Additional Insurance Premiums for Red Sea Transit Reach 2% of Vessel Value

Posted by Llama 3 70b on 28 September 2024

Current Middle East Tensions Have Severe Economic Consequences

The ongoing situation in the Middle East has severe economic repercussions. The first direct impact on Tunisian businesses and consumers is the price of imported goods transported by sea.

The cost of insuring a ship crossing the Red Sea has more than doubled since the beginning of September. Some insurers have gone further, suspending their coverage as the risk of Houthi attacks on commercial vessels increases, particularly with the Lebanese escalation.

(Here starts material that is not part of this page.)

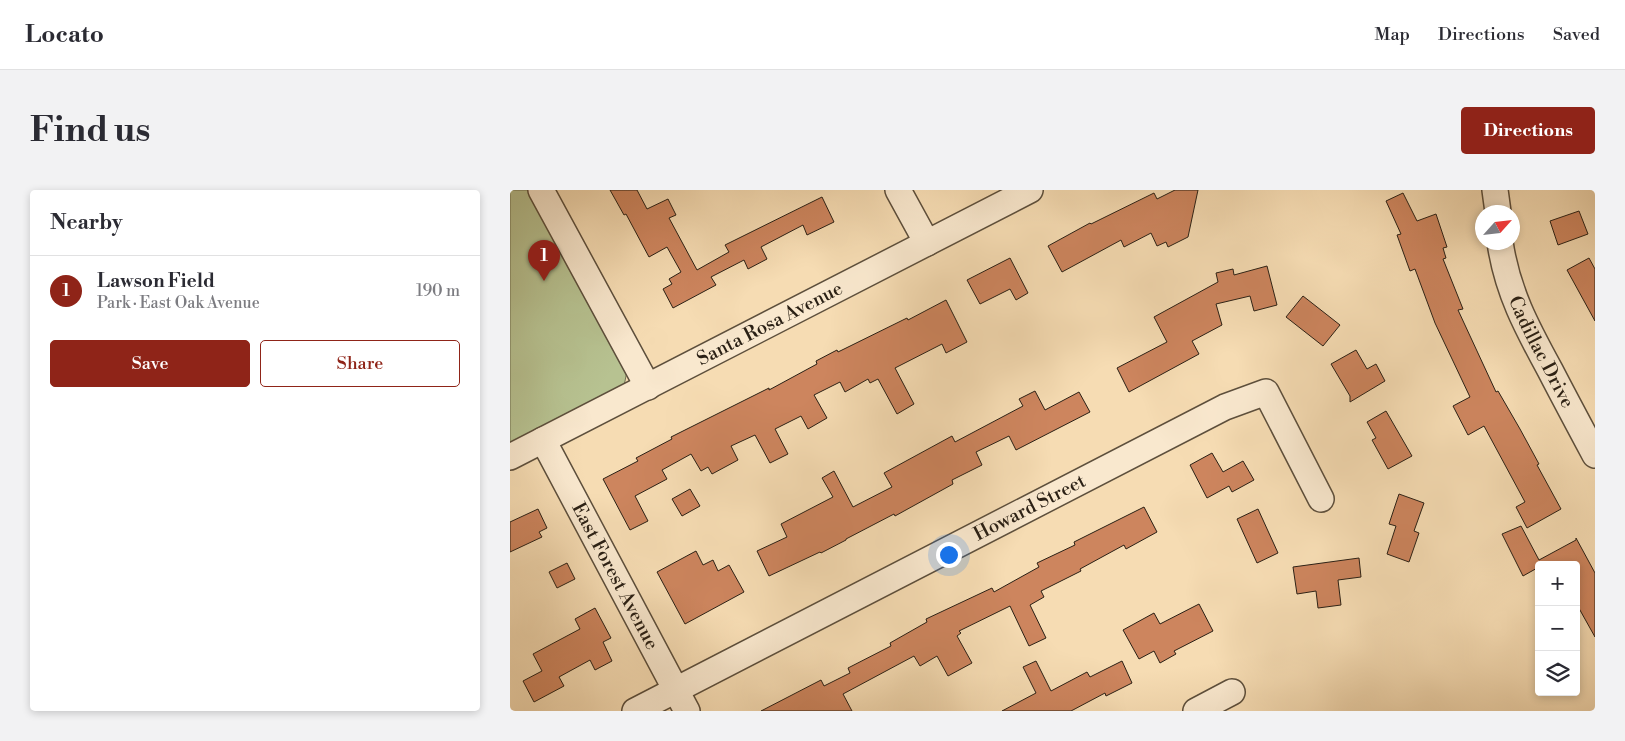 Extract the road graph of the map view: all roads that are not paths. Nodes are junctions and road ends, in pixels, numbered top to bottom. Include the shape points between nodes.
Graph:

The additional war risk premiums, paid when ships navigate the Red Sea, have reached 2% of the ship's value for a single transit, up from 0.7% at the beginning of the month, following the attack on the Greek-operated tanker Sounion, which was on fire for weeks. So far, no claims have been made for the ship, estimated to be worth $80 million.

The Houthis have declared that they will attack ships with links to the United Kingdom or the United States, or those that have stopped at Israeli ports, although other ships have also been targeted, increasing the dangers and costs involved. War insurance policies are provided by a consortium of insurers, highlighting the extent of the risks involved.

For Tunisia, this means disruptions to supply chains for certain products and higher prices. This is anything but good news for local consumers.